(Extracted information)
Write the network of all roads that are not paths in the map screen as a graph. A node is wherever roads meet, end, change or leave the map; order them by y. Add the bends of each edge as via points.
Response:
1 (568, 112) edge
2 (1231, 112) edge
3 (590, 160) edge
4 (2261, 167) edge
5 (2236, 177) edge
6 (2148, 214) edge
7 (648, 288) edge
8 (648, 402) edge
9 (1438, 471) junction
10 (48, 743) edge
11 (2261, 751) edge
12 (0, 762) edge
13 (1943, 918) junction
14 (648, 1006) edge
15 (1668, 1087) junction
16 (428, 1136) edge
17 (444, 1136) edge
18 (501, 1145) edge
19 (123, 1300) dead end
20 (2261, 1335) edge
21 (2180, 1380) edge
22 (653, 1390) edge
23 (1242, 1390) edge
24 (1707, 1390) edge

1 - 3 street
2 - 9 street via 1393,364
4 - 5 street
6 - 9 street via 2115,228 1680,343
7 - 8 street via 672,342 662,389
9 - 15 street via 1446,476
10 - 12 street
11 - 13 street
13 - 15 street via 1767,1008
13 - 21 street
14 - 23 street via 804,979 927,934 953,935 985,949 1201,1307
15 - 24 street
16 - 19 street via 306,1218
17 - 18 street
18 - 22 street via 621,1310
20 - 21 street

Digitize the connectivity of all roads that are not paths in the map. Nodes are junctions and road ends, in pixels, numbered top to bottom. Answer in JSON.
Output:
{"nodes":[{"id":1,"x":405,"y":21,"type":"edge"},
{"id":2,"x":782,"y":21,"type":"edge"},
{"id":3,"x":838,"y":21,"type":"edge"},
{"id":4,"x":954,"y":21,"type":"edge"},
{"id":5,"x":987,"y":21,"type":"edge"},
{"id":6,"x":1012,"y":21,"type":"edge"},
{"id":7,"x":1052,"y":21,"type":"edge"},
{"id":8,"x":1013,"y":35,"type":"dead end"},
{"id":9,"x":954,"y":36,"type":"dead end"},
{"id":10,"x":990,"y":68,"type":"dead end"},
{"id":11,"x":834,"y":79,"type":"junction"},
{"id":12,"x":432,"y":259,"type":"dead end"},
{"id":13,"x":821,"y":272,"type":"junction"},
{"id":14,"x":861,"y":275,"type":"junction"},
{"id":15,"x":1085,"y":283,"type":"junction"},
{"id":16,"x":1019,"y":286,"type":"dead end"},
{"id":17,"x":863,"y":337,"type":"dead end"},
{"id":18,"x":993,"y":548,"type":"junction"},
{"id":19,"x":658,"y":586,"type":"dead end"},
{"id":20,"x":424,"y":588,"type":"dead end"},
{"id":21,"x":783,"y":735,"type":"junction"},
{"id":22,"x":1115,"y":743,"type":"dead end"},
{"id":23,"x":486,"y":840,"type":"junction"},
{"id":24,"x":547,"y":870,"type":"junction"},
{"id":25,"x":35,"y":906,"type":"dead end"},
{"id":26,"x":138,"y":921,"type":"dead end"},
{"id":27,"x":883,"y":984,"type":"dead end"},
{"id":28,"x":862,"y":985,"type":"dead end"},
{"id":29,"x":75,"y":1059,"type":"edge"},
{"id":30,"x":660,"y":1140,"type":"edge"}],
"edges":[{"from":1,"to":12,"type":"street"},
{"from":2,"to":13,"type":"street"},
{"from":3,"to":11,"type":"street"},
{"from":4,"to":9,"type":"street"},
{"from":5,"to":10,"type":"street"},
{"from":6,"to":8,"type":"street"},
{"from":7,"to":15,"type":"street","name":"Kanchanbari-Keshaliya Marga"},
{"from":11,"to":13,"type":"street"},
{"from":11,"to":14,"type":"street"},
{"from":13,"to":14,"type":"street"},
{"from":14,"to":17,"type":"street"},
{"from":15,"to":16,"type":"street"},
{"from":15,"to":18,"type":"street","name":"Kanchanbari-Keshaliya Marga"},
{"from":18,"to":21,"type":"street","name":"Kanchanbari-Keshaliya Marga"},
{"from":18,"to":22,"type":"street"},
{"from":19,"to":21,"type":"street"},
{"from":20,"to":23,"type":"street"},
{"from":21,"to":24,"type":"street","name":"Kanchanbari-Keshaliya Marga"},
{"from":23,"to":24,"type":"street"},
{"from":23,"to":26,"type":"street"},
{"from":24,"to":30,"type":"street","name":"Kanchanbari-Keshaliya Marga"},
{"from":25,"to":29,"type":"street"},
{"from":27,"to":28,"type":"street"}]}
(End Extracted information)
What this task involves >>
So that nothing is lost, restate all the material word for word.

Exercise response >>
Write the network of all roads that are not paths in the map screen as a graph. A node is wherever roads meet, end, change or leave the map; order them by y. Add the bends of each edge as via points.
Response:
1 (568, 112) edge
2 (1231, 112) edge
3 (590, 160) edge
4 (2261, 167) edge
5 (2236, 177) edge
6 (2148, 214) edge
7 (648, 288) edge
8 (648, 402) edge
9 (1438, 471) junction
10 (48, 743) edge
11 (2261, 751) edge
12 (0, 762) edge
13 (1943, 918) junction
14 (648, 1006) edge
15 (1668, 1087) junction
16 (428, 1136) edge
17 (444, 1136) edge
18 (501, 1145) edge
19 (123, 1300) dead end
20 (2261, 1335) edge
21 (2180, 1380) edge
22 (653, 1390) edge
23 (1242, 1390) edge
24 (1707, 1390) edge

1 - 3 street
2 - 9 street via 1393,364
4 - 5 street
6 - 9 street via 2115,228 1680,343
7 - 8 street via 672,342 662,389
9 - 15 street via 1446,476
10 - 12 street
11 - 13 street
13 - 15 street via 1767,1008
13 - 21 street
14 - 23 street via 804,979 927,934 953,935 985,949 1201,1307
15 - 24 street
16 - 19 street via 306,1218
17 - 18 street
18 - 22 street via 621,1310
20 - 21 street

Digitize the connectivity of all roads that are not paths in the map. Nodes are junctions and road ends, in pixels, numbered top to bottom. Answer in JSON.
Output:
{"nodes":[{"id":1,"x":405,"y":21,"type":"edge"},
{"id":2,"x":782,"y":21,"type":"edge"},
{"id":3,"x":838,"y":21,"type":"edge"},
{"id":4,"x":954,"y":21,"type":"edge"},
{"id":5,"x":987,"y":21,"type":"edge"},
{"id":6,"x":1012,"y":21,"type":"edge"},
{"id":7,"x":1052,"y":21,"type":"edge"},
{"id":8,"x":1013,"y":35,"type":"dead end"},
{"id":9,"x":954,"y":36,"type":"dead end"},
{"id":10,"x":990,"y":68,"type":"dead end"},
{"id":11,"x":834,"y":79,"type":"junction"},
{"id":12,"x":432,"y":259,"type":"dead end"},
{"id":13,"x":821,"y":272,"type":"junction"},
{"id":14,"x":861,"y":275,"type":"junction"},
{"id":15,"x":1085,"y":283,"type":"junction"},
{"id":16,"x":1019,"y":286,"type":"dead end"},
{"id":17,"x":863,"y":337,"type":"dead end"},
{"id":18,"x":993,"y":548,"type":"junction"},
{"id":19,"x":658,"y":586,"type":"dead end"},
{"id":20,"x":424,"y":588,"type":"dead end"},
{"id":21,"x":783,"y":735,"type":"junction"},
{"id":22,"x":1115,"y":743,"type":"dead end"},
{"id":23,"x":486,"y":840,"type":"junction"},
{"id":24,"x":547,"y":870,"type":"junction"},
{"id":25,"x":35,"y":906,"type":"dead end"},
{"id":26,"x":138,"y":921,"type":"dead end"},
{"id":27,"x":883,"y":984,"type":"dead end"},
{"id":28,"x":862,"y":985,"type":"dead end"},
{"id":29,"x":75,"y":1059,"type":"edge"},
{"id":30,"x":660,"y":1140,"type":"edge"}],
"edges":[{"from":1,"to":12,"type":"street"},
{"from":2,"to":13,"type":"street"},
{"from":3,"to":11,"type":"street"},
{"from":4,"to":9,"type":"street"},
{"from":5,"to":10,"type":"street"},
{"from":6,"to":8,"type":"street"},
{"from":7,"to":15,"type":"street","name":"Kanchanbari-Keshaliya Marga"},
{"from":11,"to":13,"type":"street"},
{"from":11,"to":14,"type":"street"},
{"from":13,"to":14,"type":"street"},
{"from":14,"to":17,"type":"street"},
{"from":15,"to":16,"type":"street"},
{"from":15,"to":18,"type":"street","name":"Kanchanbari-Keshaliya Marga"},
{"from":18,"to":21,"type":"street","name":"Kanchanbari-Keshaliya Marga"},
{"from":18,"to":22,"type":"street"},
{"from":19,"to":21,"type":"street"},
{"from":20,"to":23,"type":"street"},
{"from":21,"to":24,"type":"street","name":"Kanchanbari-Keshaliya Marga"},
{"from":23,"to":24,"type":"street"},
{"from":23,"to":26,"type":"street"},
{"from":24,"to":30,"type":"street","name":"Kanchanbari-Keshaliya Marga"},
{"from":25,"to":29,"type":"street"},
{"from":27,"to":28,"type":"street"}]}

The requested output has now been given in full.